However, according to the latest clarification by the Home Ministry, no such meeting has taken place to decide on a ban on PFI.

On Monday, the Ministry of Home Affairs clarified that certain media reports about a meeting to decide on banning the notorious radical Islamic organisation Popular Front of India (PFI) were inaccurate.

A few days ago, there were reports in the media that the centre was considering banning the radical Islamic organisation Popular Front of India (PFI), an organisation accused of instigating riots and violence in many states in the country. The reports suggest the Modi government will decide on the ban next week.

The reports had suggested that the Ministry of Home Affairs has adequate proof paving the way for this organisation to be blacklisted. Solicitor General Tushar Mehta informed the Supreme Court in April 2021 that the Centre was in the process of banning PFI.

The PFI is already outlawed in numerous states, but the government intends to ban it through a centralised notification. This group, which was founded in 2006, has come under scrutiny for its suspected involvement in a variety of anti-social and anti-national actions.

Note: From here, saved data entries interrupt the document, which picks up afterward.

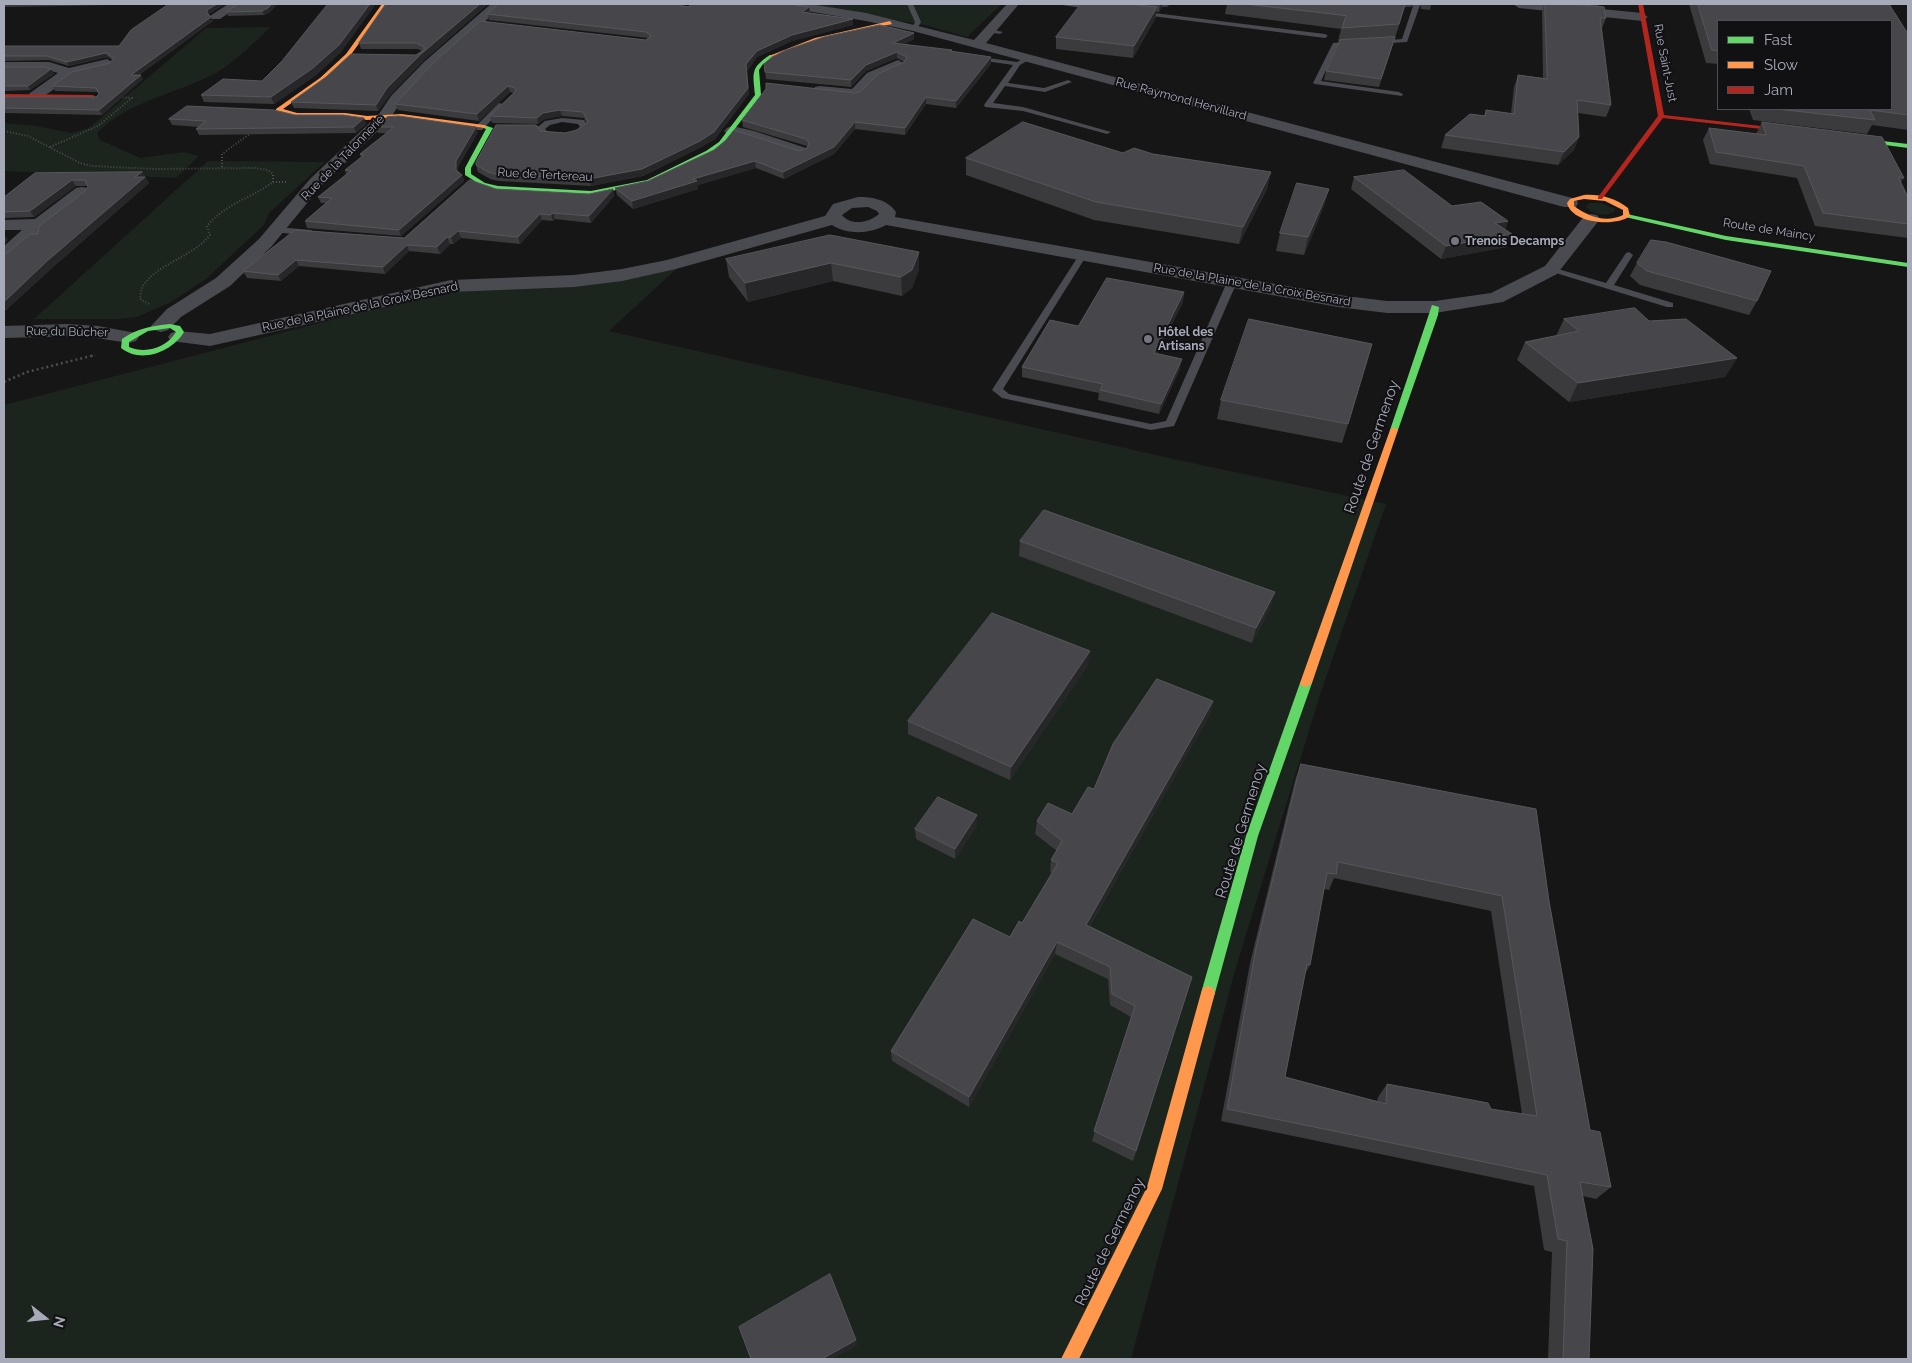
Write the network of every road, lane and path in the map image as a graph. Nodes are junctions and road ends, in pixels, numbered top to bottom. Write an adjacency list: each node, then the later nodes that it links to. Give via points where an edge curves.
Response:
1 (236, 4): 12 (street)
2 (384, 4): 21 (street)
3 (498, 4): 39 (street, Rue de la Talonnerie, via 482,24 429,66 396,99)
4 (789, 4): 15 (street, Rue Raymond Hervillard)
5 (910, 4): 16 (lane, via 918,22)
6 (1058, 4): 10 (lane)
7 (1409, 4): 19 (lane, via 1417,5 1406,42)
8 (1519, 4): 14 (street)
9 (1640, 4): 14 (street, Rue Saint-Just)
10 (1108, 10)
11 (1127, 12): 17 (lane)
12 (216, 16)
13 (1006, 17): 20 (street)
14 (1642, 17): 38 (street, Rue Saint-Just)
15 (890, 23): 16 (street, Rue Raymond Hervillard); 44 (street, Rue de Tertereau, via 817,39 761,63 756,70 766,85)
16 (914, 28): 20 (street, Rue Raymond Hervillard)
17 (1325, 36)
18 (1362, 43): 31 (lane, via 1335,44 1317,83)
19 (1371, 43)
20 (974, 51): 23 (street, Rue Raymond Hervillard)
21 (348, 55): 22 (street); 37 (street, via 322,79)
22 (368, 55)
23 (1023, 61): 29 (lane); 53 (street, Rue Raymond Hervillard)
24 (107, 64): 27 (street)
25 (898, 64): 30 (street, via 872,76 855,94)
26 (4, 66): 27 (street, via 49,66)
27 (69, 72): 33 (street)
28 (1068, 82): 29 (lane, via 1045,90)
29 (1003, 84): 45 (lane, via 988,105 1023,109)
30 (809, 88)
31 (1399, 94)
32 (4, 96): 33 (street)
33 (35, 96): 34 (street)
34 (93, 97)
35 (506, 102): 40 (lane)
36 (259, 110): 37 (street)
37 (278, 110): 39 (street, via 297,115); 50 (path, via 222,154)
38 (1661, 116): 46 (street); 52 (street, Rue Saint-Just)
39 (384, 117): 40 (street, via 401,116); 60 (street, Rue de la Talonnerie, via 316,182)
40 (489, 128): 44 (street, Rue de Tertereau, via 468,168 471,181 498,188 591,193 648,182 708,152)
41 (516, 128): 42 (lane)
42 (542, 128): 42 (lane, via 545,134 556,136 577,132 584,127 581,122 569,119 555,121)
43 (4, 131): 50 (path, via 28,136 92,166 154,169)
44 (732, 131): 49 (street)
45 (1107, 132)
46 (1811, 134)
47 (1840, 138): 48 (street)
48 (1908, 146)
49 (800, 151)
50 (222, 167): 71 (path, via 268,170 273,174 273,182 214,216 207,226 210,235 204,244 161,270 143,286 140,299)
51 (82, 192): 58 (street)
52 (1600, 198): 53 (street, via 1577,198); 54 (street, via 1622,206)
53 (1570, 204): 56 (street, via 1575,211)
54 (1627, 216): 56 (street, via 1617,221); 65 (street, Route de Maincy, via 1726,238)
55 (835, 219): 57 (street, via 859,227); 57 (street, via 836,210 841,206 868,202 888,210); 74 (street, Rue de la Plaine de la Croix Besnard, via 622,275 574,281 451,286 210,340)
56 (1591, 219): 66 (street, Rue de la Plaine de la Croix Besnard)
57 (885, 220): 63 (street, Rue de la Plaine de la Croix Besnard)
58 (39, 224): 59 (street); 62 (street)
59 (4, 225)
60 (277, 230): 61 (lane); 71 (street, Rue de la Talonnerie, via 224,282)
61 (316, 233)
62 (4, 255)
63 (1083, 255): 67 (street, Rue de la Plaine de la Croix Besnard); 67 (lane, via 998,390 1006,396 1151,427 1170,424)
64 (1629, 255): 68 (lane)
65 (1908, 264)
66 (1551, 270): 68 (lane); 70 (street, Rue de la Plaine de la Croix Besnard, via 1496,298)
67 (1232, 282): 70 (street, Rue de la Plaine de la Croix Besnard, via 1387,307)
68 (1608, 287): 69 (lane)
69 (1670, 305)
70 (1434, 307): 77 (street, Route de Germenoy, via 1434,315 1252,836 1154,1189)
71 (174, 313): 72 (street, Rue de la Talonnerie)
72 (161, 326): 74 (street, via 177,328 180,332); 75 (street, via 147,328)
73 (4, 332): 75 (street, Rue du Bûcher, via 114,332)
74 (178, 337): 75 (street, via 164,348 148,352 134,352)
75 (127, 343): 76 (path, via 27,372)
76 (4, 382)
77 (1070, 1359)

However, according to the latest clarification by the Home Ministry, no such meeting has taken place to decide on a ban on PFI.

Popular Front of India (PFI) is an outgrowth of the Students’ Islamic Movement of India (SIMI), which was proscribed in 2001 following the 9/11 terror attacks in the United States, according to the NIA dossier. The NIA used the fact that the same people had served on the boards of both organisations to buttress its argument. Meanwhile, according to the ED’s investigation, this group was crucial in generating funding for anti-CAA protests.

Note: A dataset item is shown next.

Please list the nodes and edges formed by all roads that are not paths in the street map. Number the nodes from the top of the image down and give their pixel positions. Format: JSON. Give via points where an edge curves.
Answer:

In 2020, six members of PFI’s political branch, the Social Democratic Party of India (SDPI), were arrested in connection with the attempted murder of RSS activist Varun Bhoopalam. They also planned to assassinate Chakravarthy Sulibele, a renowned right-wing ideologue, and Bengaluru South MP Tejasvi Surya. There is a mountain of evidence pointing to PFI’s direct role in the anti-Hindu Delhi riots in 2020.

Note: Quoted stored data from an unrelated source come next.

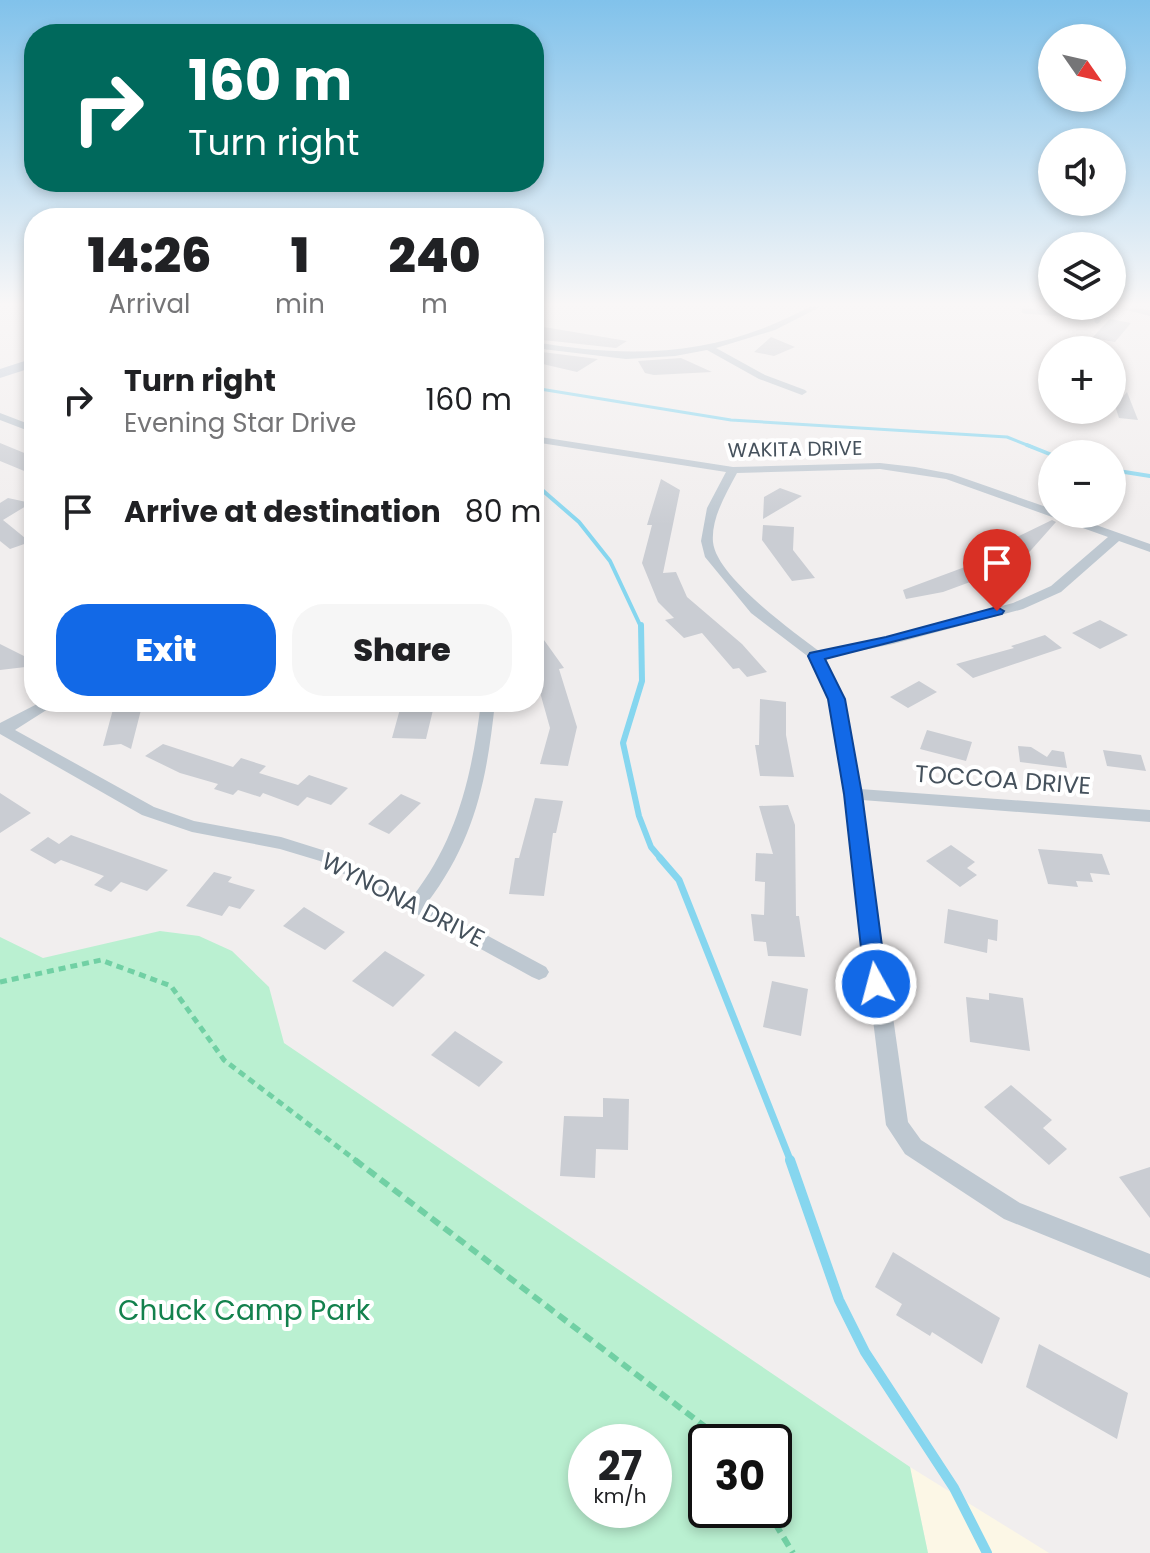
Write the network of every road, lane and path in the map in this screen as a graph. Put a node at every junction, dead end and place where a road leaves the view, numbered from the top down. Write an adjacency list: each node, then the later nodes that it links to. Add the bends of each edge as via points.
1 (769, 379): 2 (street)
2 (802, 392)
3 (0, 416): 4 (street)
4 (24, 426)
5 (544, 441): 6 (street, WAKITA DRIVE)
6 (733, 470): 7 (street, WAKITA DRIVE, via 915,470 948,476); 11 (street, via 713,508 707,541 711,557 756,610)
7 (1038, 509)
8 (1094, 528): 9 (street, WAKITA DRIVE)
9 (1117, 536): 10 (street, WAKITA DRIVE); 11 (street, via 1056,589 1018,606)
10 (1150, 548)
11 (816, 656): 15 (street, via 836,699)
12 (33, 712): 14 (street)
13 (487, 712): 17 (street, via 482,768 469,818 440,877)
14 (2, 729): 17 (street, WYNONA DRIVE, via 148,811 326,857)
15 (853, 794): 16 (street, TOCCOA DRIVE); 20 (street, via 897,1125 913,1147 1012,1211)
16 (1150, 816)
17 (417, 904): 18 (street, WYNONA DRIVE)
18 (539, 972)
19 (0, 982): 21 (path, via 101,960 171,986 224,1060)
20 (1150, 1266)
21 (701, 1424)
22 (778, 1528): 23 (path)
23 (793, 1553)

Also, on April 14, when violence erupted during Ram Navami processions in Goa, Gujarat, Rajasthan, Madhya Pradesh, Jharkhand, and West Bengal, MP BJP chairman VD Sharma claimed that the PFI was responsible for rioting and stone-pelting in Khargone, prompting a curfew.

After the National Investigation Agency (NIA) submitted to the Home Ministry a thorough dossier listing the Islamic group’s suspected ties with terror-related instances that the agency had examined, calls for a ban on the Popular Front of India gained new traction in 2017. The NIA had placed the PFI, and its political branch, the SDPI, as suspects in the Bangalore blast case, the Kerala professor palm-chopping case, and Kerala love jihad case, among other cases, in its dossier.